YouTube announced that starting Monday, it is changing how it counts views on YouTube Shorts, its short-form video section that has a 60 second or less format. Previously, a view only counted if someone watched a Short for a certain number of seconds. Starting on March 31, a view counts instantly when someone plays or replays a Short video.

“Views may be higher moving forward,” YouTube wrote in a statement.

That means that even if a user scrolls past a video within a few seconds of it playing, it still counts as a view. This is also how Instagram and TikTok calculate views for short-form videos.

YouTube stated that it was making the update in response to feedback from creators who expressed that they wanted to know how often their Shorts were seen, not just how many people watched a substantial portion of a Short.

“We hope that this deeper understanding of your Shorts performance will help you inform your content strategy,” YouTube said in the statement.

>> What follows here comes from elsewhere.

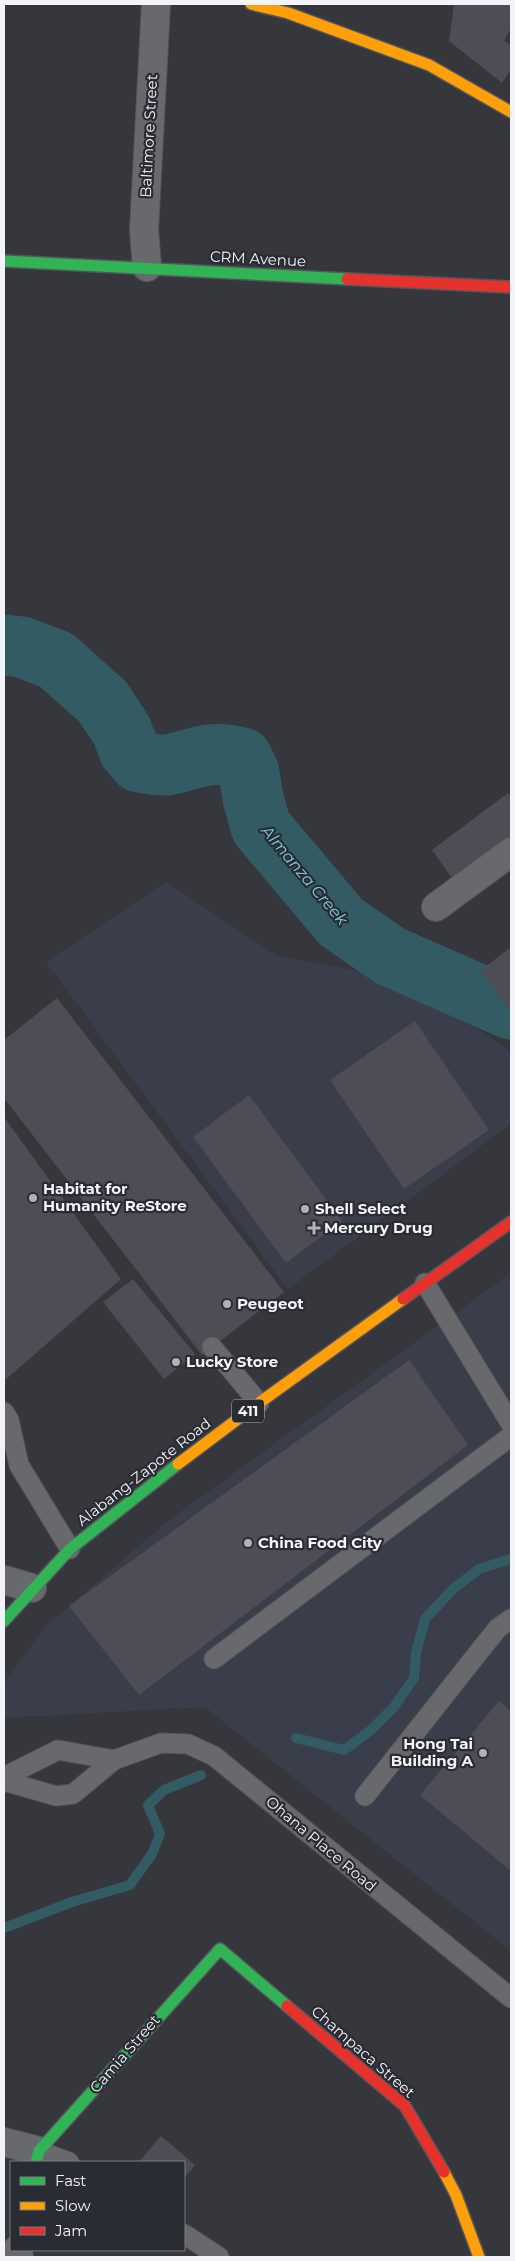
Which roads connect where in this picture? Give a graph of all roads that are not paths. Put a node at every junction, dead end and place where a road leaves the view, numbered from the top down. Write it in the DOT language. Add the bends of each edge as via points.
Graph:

YouTube is still keeping track of how many people choose to keep watching a Short under a new metric called “engaged views,” which pinpoints the number of views from people who watch a Short for a certain length of time. YouTube will base earnings and eligibility for its monetization path, the YouTube Partner Program, on engaged views.

More engaged views could also mean more earnings for entrepreneurs.

Since YouTube Shorts launched in 2021, it has allowed more than one in four creators in the YouTube Partner Program to earn money through the platform. The average earnings are between $0.03 and $0.07 per 1,000 views on a Short, or between $30 and $70 for one million views, per the social media toolkit site Buffer.

Attorney and personal finance expert Erika Kullberg has over 21 million followers on YouTube, TikTok, Facebook, and YouTube. She noted in May that her top 10 YouTube Shorts received a range of 6.3 million to 48 million views but far less pay than her longer-form YouTube videos with comparable views.

Erika Kullberg

For example, her 48-second Short on negotiating medical bills with over four million views generated $106.85, while her 12-minute longer YouTube video on how she quit her job got slightly fewer clicks, at 3.9 million views, but yielded $45,639.14.

Kullberg says that for her, YouTube is the platform with the biggest payout and that she has made $353,000 from YouTube from 2019 to 2024.

YouTube Shorts draws an average of 70 billion daily views.